Simulation modeling to predict drug pipeline throughput in early pharmaceutical R&D

Abstract

With high costs and growing concern about research and development (R&D) productivity, the pharmaceutical industry is under pressure to efficiently allocate R&D funds. Nonetheless, pharmaceutical R&D involves considerable uncertainty, including high project attrition, high project-to-project variability in required time and resources, and long time for a project to progress from a biological concept to commercial drug. Despite this uncertainty, senior leaders must make decisions today about R&D portfolio size and balance, the impact of which will not be observable for many years. This thesis investigates the effectiveness of simulation modeling to add clarity in this uncertain environment. Specifically, performing research at Novartis Institutes for Biomedical Research, we aim to design a process for developing a portfolio forecasting model, develop the model itself, and evaluate its utility in aiding R&D portfolio decision-making.
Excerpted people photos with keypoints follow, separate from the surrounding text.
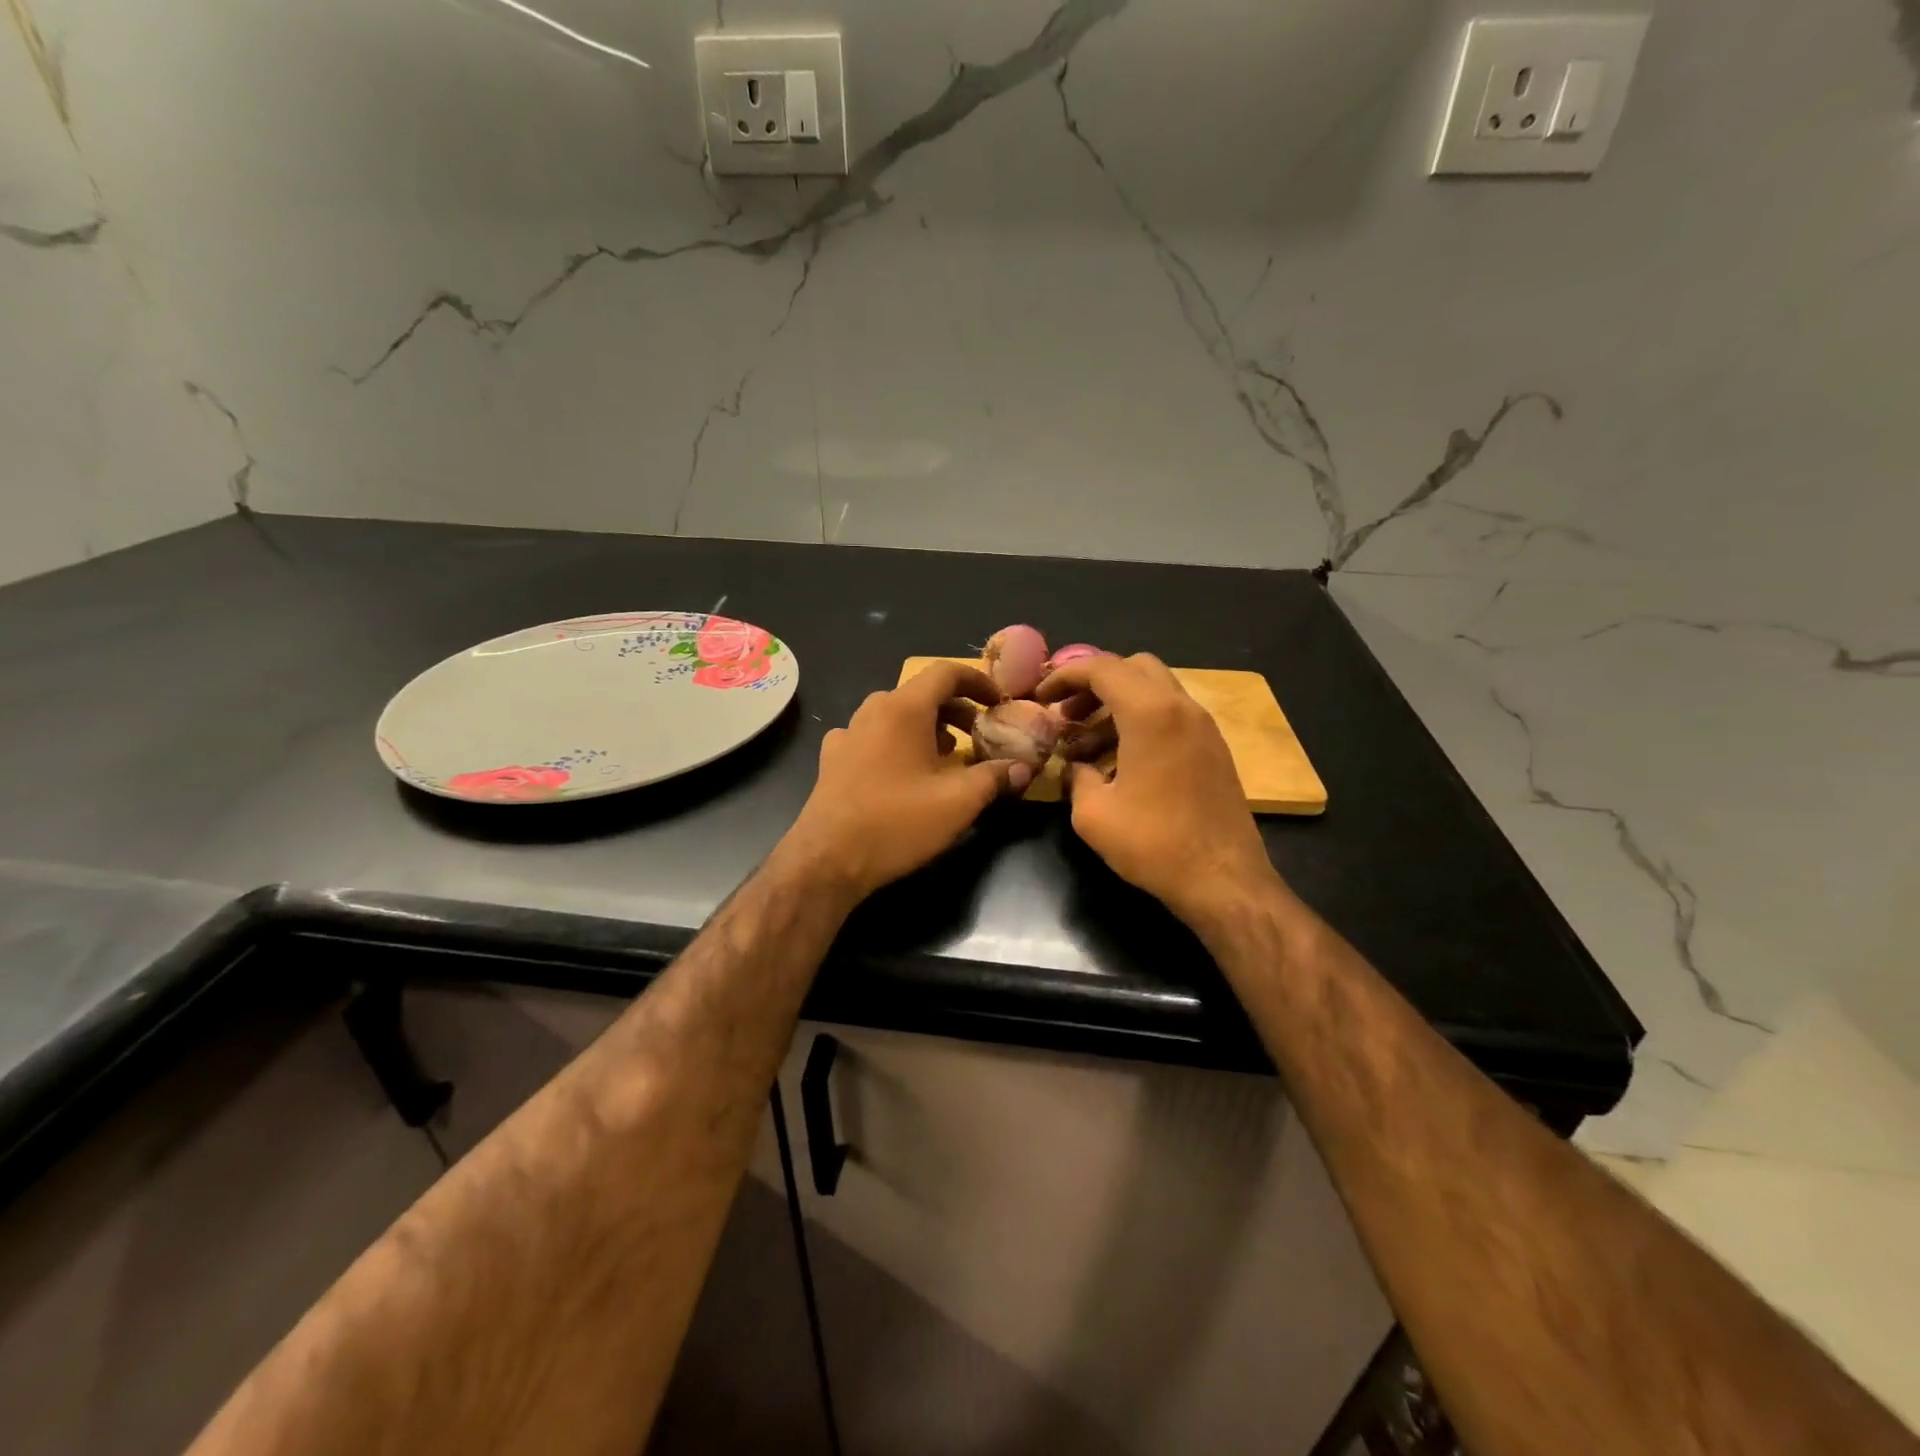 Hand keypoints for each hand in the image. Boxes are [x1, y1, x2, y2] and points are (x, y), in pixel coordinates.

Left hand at [778, 661, 1029, 902]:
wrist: (828, 859)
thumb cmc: (897, 823)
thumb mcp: (958, 802)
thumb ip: (995, 777)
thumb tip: (1024, 767)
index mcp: (903, 709)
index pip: (945, 673)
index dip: (977, 681)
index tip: (998, 702)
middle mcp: (872, 711)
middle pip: (921, 694)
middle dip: (956, 710)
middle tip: (980, 735)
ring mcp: (848, 734)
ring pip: (896, 716)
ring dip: (928, 728)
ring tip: (949, 756)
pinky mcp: (833, 759)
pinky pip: (874, 737)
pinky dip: (898, 744)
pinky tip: (904, 773)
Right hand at [1036, 653, 1277, 925]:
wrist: (1224, 880)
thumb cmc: (1154, 844)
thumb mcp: (1092, 814)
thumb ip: (1076, 777)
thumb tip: (1075, 768)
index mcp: (1150, 713)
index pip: (1102, 668)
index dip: (1065, 676)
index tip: (1041, 697)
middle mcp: (1182, 708)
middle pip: (1133, 668)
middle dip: (1095, 684)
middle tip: (1068, 715)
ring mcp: (1203, 728)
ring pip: (1154, 692)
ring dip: (1117, 707)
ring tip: (1084, 748)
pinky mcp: (1213, 749)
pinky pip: (1171, 717)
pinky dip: (1141, 724)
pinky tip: (1118, 765) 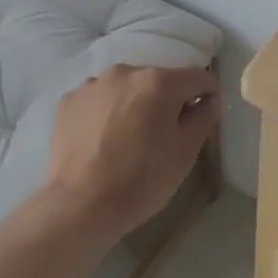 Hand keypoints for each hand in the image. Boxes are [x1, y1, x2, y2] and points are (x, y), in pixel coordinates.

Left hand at [45, 64, 220, 235]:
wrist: (79, 206)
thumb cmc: (141, 180)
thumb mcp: (185, 153)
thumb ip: (203, 118)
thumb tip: (208, 100)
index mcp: (159, 81)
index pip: (198, 77)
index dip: (207, 95)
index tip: (204, 117)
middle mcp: (125, 72)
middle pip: (159, 80)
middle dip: (168, 100)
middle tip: (164, 135)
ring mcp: (93, 84)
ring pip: (127, 88)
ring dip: (135, 104)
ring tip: (129, 138)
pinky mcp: (69, 101)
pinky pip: (99, 99)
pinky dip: (106, 112)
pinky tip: (103, 140) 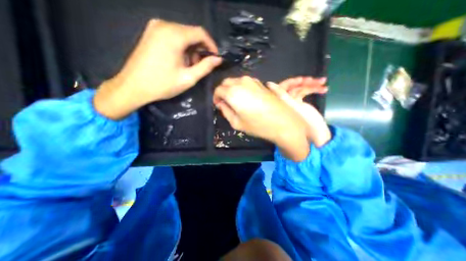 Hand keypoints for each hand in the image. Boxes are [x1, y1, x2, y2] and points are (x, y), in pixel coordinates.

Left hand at [94, 19, 221, 118]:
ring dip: (191, 49)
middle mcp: (164, 25)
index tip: (216, 57)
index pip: (200, 33)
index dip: (211, 45)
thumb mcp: (188, 78)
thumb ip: (205, 67)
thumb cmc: (162, 84)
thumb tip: (218, 59)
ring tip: (191, 66)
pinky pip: (174, 36)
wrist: (133, 86)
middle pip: (191, 32)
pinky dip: (182, 47)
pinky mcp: (151, 33)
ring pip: (183, 34)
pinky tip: (181, 60)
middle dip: (200, 48)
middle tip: (201, 65)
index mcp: (174, 35)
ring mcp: (155, 27)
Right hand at [214, 75, 307, 160]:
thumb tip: (221, 104)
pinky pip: (246, 82)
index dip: (216, 97)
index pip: (218, 90)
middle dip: (223, 91)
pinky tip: (246, 97)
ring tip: (236, 101)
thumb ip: (225, 111)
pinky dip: (242, 87)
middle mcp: (242, 82)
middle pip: (226, 82)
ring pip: (236, 81)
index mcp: (233, 92)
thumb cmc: (258, 125)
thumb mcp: (236, 123)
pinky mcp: (261, 83)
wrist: (283, 122)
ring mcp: (253, 81)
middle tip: (225, 102)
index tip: (218, 104)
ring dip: (233, 89)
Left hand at [266, 76, 330, 147]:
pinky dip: (314, 90)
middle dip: (301, 82)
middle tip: (311, 80)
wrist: (316, 138)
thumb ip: (282, 96)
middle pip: (290, 88)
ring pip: (299, 89)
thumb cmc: (305, 127)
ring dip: (311, 84)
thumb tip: (269, 84)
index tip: (299, 79)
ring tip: (323, 81)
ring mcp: (293, 104)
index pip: (281, 90)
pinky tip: (325, 89)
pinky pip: (305, 93)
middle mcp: (286, 103)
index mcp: (281, 105)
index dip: (288, 83)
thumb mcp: (293, 110)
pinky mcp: (301, 105) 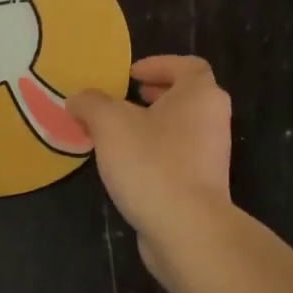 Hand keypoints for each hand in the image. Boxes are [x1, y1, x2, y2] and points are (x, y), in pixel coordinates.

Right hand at [69, 56, 232, 275]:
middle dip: (155, 95)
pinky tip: (127, 167)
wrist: (186, 228)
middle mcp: (213, 120)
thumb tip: (78, 99)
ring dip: (152, 126)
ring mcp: (211, 156)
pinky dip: (155, 154)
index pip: (188, 66)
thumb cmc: (151, 163)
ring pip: (181, 129)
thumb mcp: (110, 123)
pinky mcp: (203, 186)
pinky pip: (178, 158)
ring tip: (117, 134)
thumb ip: (91, 104)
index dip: (159, 65)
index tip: (131, 75)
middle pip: (187, 97)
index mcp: (200, 95)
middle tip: (126, 99) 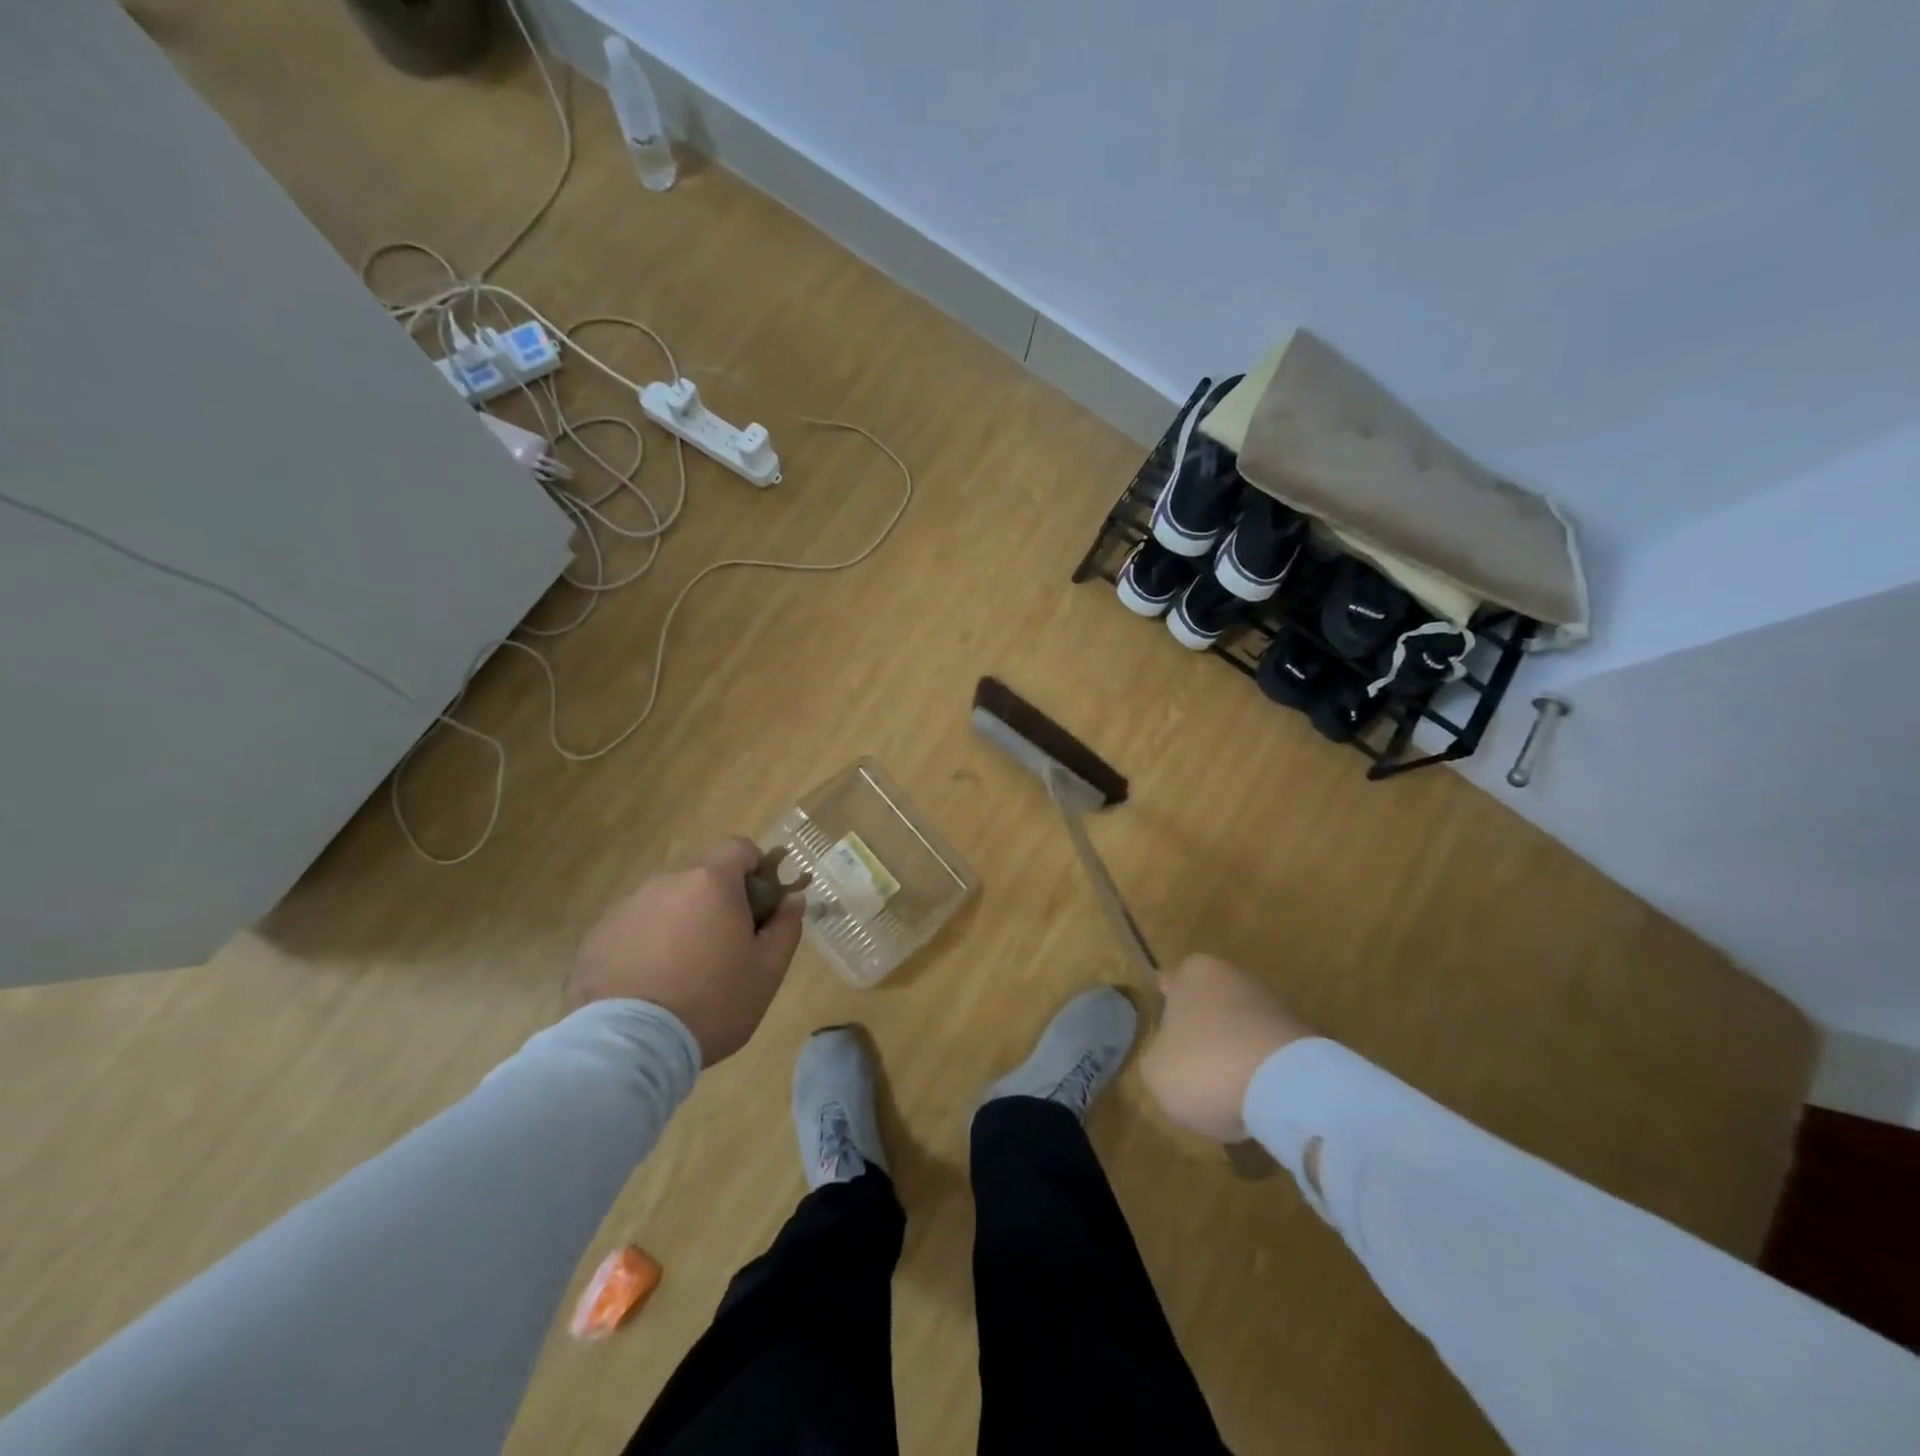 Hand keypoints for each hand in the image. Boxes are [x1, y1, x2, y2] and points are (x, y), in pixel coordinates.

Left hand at [570, 838, 804, 1066]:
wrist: (630, 1047)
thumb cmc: (713, 1003)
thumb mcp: (768, 971)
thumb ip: (786, 927)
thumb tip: (793, 899)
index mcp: (712, 883)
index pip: (739, 848)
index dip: (755, 870)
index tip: (760, 906)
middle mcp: (667, 883)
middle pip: (702, 879)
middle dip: (717, 903)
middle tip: (724, 950)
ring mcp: (626, 908)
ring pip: (667, 904)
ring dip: (681, 924)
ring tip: (682, 974)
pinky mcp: (596, 937)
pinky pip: (634, 929)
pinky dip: (646, 946)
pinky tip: (649, 986)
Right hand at [1141, 954, 1315, 1141]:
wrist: (1287, 1088)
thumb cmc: (1206, 1066)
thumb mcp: (1155, 1070)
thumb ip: (1158, 1056)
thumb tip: (1171, 1057)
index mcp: (1194, 973)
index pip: (1171, 982)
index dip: (1166, 1007)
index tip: (1164, 1032)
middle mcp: (1235, 976)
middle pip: (1210, 1004)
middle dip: (1203, 1031)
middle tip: (1192, 1068)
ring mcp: (1274, 1005)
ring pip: (1242, 1029)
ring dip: (1234, 1053)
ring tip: (1228, 1094)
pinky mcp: (1306, 1037)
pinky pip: (1270, 1055)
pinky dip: (1263, 1074)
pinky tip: (1258, 1102) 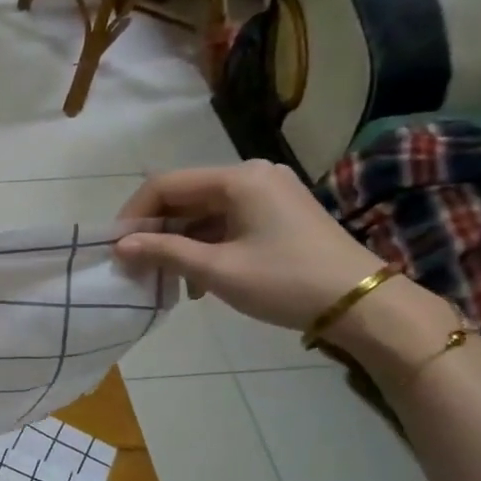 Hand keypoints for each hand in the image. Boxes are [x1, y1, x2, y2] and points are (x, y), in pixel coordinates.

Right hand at [113, 161, 383, 331]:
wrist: (363, 304)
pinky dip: (204, 246)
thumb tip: (119, 246)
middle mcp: (252, 176)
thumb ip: (164, 252)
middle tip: (134, 264)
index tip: (116, 247)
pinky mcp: (278, 214)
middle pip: (184, 196)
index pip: (165, 185)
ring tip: (163, 278)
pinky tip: (196, 280)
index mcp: (238, 179)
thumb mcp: (218, 270)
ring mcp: (268, 194)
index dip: (134, 214)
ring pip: (203, 213)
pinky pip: (225, 223)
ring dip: (178, 243)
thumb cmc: (286, 281)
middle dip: (155, 231) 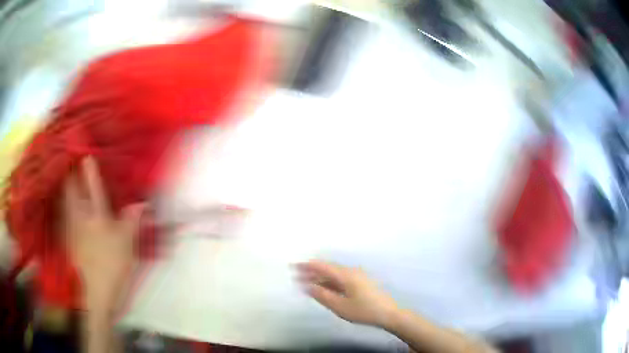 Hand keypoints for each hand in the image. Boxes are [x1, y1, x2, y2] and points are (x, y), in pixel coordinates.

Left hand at [62, 157, 143, 311]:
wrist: (98, 293)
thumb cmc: (113, 266)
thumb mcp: (128, 245)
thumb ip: (132, 221)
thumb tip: (142, 203)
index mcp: (97, 217)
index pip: (93, 187)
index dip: (90, 169)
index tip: (87, 153)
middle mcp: (81, 218)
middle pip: (72, 190)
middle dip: (71, 173)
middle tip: (70, 160)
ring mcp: (72, 229)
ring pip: (64, 201)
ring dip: (64, 187)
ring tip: (64, 175)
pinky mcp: (68, 240)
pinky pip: (62, 216)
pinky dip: (61, 205)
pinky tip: (61, 203)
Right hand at [296, 260, 398, 327]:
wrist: (389, 314)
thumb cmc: (364, 311)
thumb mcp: (340, 306)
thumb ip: (322, 295)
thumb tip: (307, 286)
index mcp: (346, 275)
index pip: (323, 266)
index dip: (307, 266)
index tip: (293, 266)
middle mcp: (351, 272)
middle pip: (328, 269)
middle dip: (311, 271)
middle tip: (296, 275)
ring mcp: (357, 277)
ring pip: (334, 274)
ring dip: (320, 277)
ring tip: (306, 282)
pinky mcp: (360, 283)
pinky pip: (340, 279)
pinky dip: (329, 282)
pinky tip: (323, 288)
The model will serve as a tool to bridge strategy and execution by anticipating whether future goals for drug pipeline throughput are likely to be achievable given the current project portfolio, or whether adjustments to the portfolio are warranted. The modeling process has successfully delivered a pipeline model that outputs probabilistic forecasts of key portfolio metrics, including portfolio size, positive clinical readouts, and research phase transitions. The model utilizes historical data to construct probability distributions to stochastically represent key input parameters, and Monte Carlo simulation to capture the uncertainty of these parameters in pipeline forecasts. Model validation shows good accuracy for aggregate metrics, and preliminary user feedback suggests strong initial buy-in within the organization.